%%
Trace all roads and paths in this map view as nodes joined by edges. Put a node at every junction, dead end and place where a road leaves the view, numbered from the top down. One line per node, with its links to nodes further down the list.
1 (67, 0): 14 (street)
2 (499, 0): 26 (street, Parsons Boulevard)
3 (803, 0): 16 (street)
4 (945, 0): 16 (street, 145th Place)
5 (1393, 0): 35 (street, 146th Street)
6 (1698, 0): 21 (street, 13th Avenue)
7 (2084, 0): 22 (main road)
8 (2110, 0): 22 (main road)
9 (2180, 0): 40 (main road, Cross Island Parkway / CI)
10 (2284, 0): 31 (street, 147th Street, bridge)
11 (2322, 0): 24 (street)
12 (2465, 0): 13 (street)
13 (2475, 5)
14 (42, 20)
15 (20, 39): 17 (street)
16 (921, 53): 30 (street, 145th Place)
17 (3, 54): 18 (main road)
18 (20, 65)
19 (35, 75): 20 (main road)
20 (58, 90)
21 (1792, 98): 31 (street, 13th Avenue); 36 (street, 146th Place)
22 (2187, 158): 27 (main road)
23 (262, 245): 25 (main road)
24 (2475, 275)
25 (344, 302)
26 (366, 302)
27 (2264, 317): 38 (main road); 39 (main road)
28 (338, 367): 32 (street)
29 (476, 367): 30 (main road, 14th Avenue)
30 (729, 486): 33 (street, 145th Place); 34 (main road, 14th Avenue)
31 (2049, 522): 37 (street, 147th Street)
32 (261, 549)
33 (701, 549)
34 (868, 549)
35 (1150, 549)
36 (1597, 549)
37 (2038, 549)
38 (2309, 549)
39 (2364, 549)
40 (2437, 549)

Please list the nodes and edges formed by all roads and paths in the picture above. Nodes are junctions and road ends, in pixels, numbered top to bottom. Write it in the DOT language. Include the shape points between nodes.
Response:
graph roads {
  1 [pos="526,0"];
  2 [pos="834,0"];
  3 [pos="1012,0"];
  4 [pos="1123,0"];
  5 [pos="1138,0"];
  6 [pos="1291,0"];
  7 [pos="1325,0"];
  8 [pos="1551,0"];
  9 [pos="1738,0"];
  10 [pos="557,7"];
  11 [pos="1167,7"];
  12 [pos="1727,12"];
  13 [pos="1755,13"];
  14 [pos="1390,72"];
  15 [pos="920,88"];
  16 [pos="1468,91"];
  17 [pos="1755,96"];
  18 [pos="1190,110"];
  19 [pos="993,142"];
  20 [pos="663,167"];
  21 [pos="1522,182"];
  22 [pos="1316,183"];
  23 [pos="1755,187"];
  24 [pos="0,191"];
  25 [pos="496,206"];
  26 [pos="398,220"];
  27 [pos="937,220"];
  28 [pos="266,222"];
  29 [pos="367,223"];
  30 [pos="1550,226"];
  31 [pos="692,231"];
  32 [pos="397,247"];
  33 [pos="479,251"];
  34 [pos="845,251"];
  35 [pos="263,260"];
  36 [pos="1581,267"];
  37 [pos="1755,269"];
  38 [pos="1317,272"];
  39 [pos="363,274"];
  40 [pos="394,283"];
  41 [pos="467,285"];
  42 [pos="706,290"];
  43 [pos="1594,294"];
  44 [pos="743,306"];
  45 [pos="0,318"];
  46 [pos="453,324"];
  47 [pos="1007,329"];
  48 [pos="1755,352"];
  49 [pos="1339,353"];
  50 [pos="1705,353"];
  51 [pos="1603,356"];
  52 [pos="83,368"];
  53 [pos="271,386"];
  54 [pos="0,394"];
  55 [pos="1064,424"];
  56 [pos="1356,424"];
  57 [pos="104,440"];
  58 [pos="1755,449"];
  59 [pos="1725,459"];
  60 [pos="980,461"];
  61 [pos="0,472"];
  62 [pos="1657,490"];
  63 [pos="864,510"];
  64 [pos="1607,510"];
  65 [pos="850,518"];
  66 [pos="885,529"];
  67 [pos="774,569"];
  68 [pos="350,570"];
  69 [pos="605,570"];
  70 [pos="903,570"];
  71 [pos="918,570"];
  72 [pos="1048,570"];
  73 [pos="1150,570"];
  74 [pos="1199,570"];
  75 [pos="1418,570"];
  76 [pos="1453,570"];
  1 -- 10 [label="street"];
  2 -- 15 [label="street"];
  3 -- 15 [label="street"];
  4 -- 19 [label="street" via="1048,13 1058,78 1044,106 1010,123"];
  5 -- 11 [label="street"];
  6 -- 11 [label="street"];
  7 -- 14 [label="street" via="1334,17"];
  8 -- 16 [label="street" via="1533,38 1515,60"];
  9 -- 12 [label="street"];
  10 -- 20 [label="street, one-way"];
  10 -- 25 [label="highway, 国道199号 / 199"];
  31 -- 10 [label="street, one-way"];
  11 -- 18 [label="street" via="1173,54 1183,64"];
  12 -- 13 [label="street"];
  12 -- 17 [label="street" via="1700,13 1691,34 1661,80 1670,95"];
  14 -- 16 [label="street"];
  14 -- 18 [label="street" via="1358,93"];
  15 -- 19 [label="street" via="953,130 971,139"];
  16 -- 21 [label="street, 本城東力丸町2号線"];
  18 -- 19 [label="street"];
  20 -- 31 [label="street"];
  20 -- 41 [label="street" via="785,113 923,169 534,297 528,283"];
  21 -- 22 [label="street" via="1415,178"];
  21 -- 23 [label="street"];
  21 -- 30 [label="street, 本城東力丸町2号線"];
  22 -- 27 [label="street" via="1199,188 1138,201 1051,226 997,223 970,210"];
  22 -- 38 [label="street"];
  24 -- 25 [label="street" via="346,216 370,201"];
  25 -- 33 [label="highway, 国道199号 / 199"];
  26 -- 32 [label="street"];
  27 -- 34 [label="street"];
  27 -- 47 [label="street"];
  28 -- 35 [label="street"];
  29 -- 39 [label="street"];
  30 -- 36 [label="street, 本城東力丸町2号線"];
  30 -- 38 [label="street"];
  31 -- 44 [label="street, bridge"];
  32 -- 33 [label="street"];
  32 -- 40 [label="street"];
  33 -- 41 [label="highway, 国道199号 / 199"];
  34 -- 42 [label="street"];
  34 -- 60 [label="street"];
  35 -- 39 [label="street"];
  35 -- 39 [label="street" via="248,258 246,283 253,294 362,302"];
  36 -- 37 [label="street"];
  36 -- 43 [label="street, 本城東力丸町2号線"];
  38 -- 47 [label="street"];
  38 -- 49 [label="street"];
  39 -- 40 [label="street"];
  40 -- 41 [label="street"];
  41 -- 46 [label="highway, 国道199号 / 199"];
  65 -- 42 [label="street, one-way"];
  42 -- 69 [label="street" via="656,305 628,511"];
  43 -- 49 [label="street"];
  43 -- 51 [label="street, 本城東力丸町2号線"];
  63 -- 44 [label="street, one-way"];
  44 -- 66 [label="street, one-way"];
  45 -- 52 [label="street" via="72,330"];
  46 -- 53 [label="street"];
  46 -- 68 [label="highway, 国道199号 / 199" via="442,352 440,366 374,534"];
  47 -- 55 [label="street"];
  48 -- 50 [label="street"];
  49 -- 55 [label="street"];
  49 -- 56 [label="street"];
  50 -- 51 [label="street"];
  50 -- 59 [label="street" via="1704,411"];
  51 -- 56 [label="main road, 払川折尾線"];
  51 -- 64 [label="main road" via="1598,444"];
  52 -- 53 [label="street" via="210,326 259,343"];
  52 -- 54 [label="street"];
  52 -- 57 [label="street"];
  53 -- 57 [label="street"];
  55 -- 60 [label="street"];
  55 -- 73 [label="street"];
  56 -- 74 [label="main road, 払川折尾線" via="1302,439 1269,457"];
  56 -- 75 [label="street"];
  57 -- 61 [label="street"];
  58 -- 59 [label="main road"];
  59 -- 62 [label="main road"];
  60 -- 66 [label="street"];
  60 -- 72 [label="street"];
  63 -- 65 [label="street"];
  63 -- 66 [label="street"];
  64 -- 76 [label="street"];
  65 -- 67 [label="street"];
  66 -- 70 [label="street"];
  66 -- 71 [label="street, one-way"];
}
%%
#### Exercise instructions:
Sift the material for lines that include the word "numbered", and copy each one.

#### Task result:
Trace all roads and paths in this map view as nodes joined by edges. Put a node at every junction, dead end and place where a road leaves the view, numbered from the top down. One line per node, with its links to nodes further down the list.
Please list the nodes and edges formed by all roads and paths in the picture above. Nodes are junctions and road ends, in pixels, numbered top to bottom. Write it in the DOT language. Include the shape points between nodes.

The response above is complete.